> [Problem statement]:
Working through the lines below, return each one that holds "graph".

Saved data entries
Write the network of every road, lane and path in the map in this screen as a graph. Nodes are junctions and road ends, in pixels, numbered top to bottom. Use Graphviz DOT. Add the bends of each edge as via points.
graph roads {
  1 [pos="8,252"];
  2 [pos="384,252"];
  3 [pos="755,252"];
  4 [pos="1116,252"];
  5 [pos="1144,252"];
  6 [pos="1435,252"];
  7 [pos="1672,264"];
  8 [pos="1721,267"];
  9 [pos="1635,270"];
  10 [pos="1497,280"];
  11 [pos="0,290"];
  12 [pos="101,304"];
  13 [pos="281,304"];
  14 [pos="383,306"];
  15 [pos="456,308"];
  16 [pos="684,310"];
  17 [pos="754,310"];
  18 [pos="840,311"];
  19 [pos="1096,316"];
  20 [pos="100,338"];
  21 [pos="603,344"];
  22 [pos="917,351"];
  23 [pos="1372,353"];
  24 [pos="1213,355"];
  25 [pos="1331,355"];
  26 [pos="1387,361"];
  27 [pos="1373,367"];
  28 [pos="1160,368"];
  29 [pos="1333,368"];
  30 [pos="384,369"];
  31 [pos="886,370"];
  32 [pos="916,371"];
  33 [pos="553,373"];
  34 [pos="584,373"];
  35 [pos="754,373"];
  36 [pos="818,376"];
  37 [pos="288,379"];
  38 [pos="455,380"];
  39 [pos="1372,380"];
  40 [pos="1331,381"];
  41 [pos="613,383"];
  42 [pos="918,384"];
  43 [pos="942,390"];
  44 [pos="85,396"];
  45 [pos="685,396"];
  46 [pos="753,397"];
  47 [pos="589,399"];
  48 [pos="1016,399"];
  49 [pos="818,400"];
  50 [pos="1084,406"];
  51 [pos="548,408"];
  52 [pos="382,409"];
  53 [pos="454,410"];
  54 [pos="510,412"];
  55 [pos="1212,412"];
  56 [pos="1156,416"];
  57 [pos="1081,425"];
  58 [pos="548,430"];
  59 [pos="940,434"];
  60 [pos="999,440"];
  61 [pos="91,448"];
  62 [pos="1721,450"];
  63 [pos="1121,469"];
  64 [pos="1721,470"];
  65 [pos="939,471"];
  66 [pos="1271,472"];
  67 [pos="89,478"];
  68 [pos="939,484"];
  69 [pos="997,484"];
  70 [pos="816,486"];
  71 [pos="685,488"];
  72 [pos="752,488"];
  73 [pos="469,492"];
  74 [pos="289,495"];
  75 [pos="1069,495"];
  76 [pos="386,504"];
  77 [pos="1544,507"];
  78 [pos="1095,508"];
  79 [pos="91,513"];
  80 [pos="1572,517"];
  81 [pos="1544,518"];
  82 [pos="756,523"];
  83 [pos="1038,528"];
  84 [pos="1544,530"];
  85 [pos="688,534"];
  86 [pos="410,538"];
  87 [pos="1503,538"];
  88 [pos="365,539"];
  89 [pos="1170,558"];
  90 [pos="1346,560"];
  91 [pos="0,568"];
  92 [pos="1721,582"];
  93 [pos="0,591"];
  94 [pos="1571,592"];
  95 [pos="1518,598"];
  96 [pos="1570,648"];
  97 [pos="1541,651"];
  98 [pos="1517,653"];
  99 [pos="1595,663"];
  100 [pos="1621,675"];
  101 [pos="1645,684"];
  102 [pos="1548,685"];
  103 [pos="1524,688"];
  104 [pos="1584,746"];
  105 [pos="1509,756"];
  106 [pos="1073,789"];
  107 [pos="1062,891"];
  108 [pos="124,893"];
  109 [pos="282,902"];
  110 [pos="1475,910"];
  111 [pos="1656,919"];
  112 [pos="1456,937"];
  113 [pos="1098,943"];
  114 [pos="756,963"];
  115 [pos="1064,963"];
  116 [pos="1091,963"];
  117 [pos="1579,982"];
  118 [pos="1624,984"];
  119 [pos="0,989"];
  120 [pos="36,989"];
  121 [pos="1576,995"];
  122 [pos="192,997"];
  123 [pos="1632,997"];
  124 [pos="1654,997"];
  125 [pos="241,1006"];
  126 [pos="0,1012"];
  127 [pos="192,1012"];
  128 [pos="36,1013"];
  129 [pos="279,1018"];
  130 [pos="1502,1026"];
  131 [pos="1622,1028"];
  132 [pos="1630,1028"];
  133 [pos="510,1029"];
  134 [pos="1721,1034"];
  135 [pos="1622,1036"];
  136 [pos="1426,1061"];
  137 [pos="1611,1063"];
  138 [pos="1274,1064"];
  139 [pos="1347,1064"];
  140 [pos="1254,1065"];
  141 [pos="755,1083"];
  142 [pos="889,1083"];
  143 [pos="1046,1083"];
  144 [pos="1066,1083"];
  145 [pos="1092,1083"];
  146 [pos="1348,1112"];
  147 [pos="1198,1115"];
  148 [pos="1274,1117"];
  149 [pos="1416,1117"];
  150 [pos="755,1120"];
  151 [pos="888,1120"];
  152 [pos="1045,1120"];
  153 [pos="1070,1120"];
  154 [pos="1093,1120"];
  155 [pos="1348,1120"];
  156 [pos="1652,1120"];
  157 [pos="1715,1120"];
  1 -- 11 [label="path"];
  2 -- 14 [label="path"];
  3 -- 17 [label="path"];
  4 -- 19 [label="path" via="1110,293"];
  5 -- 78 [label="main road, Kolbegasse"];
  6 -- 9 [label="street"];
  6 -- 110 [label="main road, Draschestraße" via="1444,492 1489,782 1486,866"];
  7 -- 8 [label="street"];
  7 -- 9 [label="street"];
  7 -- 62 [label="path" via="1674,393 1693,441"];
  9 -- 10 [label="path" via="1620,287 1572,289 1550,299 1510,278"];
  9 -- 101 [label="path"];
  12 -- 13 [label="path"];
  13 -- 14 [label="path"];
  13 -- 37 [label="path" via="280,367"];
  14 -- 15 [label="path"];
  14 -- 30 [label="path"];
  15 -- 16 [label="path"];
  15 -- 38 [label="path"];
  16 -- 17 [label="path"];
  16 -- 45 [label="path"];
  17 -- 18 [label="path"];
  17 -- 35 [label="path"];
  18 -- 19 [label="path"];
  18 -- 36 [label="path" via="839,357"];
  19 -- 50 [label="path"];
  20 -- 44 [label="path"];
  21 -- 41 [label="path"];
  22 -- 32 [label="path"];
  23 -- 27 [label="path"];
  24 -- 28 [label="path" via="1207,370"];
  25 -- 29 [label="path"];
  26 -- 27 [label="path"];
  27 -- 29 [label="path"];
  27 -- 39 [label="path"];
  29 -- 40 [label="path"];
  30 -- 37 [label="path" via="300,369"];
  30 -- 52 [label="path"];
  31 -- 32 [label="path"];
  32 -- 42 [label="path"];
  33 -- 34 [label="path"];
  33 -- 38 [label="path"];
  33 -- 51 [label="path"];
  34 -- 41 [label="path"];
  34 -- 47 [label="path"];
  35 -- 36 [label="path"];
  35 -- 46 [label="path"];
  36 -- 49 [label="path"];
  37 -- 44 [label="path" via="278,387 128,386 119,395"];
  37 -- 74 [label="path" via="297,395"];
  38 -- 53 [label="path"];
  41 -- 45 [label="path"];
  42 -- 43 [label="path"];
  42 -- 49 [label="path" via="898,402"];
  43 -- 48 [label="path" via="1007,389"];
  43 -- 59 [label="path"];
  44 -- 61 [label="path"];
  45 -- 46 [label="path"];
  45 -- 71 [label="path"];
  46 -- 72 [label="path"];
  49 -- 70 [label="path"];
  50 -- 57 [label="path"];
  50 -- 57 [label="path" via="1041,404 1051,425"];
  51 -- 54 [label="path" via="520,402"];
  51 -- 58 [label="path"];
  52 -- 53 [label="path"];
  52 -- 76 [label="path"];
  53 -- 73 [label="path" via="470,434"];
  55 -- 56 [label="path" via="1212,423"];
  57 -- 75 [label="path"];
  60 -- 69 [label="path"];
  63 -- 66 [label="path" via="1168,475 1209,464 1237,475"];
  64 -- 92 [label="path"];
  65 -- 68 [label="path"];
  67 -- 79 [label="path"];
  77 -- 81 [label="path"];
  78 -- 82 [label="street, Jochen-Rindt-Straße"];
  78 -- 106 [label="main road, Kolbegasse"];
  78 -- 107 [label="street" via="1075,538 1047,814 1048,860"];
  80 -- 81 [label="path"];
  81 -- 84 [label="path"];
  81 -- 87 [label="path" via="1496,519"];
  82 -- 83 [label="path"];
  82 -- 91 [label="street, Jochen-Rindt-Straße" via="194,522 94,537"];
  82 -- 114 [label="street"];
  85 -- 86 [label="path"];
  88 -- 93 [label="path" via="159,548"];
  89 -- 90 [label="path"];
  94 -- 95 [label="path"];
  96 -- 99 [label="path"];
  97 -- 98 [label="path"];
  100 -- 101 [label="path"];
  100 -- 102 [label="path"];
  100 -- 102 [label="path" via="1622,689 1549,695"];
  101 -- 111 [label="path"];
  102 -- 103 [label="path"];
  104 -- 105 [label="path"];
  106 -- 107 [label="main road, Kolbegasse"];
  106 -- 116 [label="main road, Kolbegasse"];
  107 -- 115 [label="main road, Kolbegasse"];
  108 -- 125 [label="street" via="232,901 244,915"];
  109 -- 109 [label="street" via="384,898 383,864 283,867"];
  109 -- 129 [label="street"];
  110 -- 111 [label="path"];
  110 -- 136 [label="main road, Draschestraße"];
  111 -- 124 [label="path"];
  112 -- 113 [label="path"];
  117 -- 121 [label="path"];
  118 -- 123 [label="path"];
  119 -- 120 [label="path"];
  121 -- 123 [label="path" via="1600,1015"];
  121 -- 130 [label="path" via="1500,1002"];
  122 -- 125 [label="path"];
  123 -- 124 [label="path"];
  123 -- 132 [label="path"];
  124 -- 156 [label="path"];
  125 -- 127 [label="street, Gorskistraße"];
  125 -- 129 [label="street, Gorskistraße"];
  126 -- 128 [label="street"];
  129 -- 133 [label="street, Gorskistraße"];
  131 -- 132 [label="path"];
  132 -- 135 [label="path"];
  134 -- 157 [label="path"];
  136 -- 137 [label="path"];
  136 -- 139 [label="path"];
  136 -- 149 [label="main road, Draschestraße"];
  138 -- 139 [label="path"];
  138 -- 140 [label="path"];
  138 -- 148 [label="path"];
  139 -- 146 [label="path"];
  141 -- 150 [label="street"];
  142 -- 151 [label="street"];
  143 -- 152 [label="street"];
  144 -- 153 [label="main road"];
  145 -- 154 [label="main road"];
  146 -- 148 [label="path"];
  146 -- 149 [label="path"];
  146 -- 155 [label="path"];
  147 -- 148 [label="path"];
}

> [Solved problem]:
Write the network of every road, lane and path in the map in this screen as a graph. Nodes are junctions and road ends, in pixels, numbered top to bottom. Use Graphviz DOT. Add the bends of each edge as via points.
graph roads {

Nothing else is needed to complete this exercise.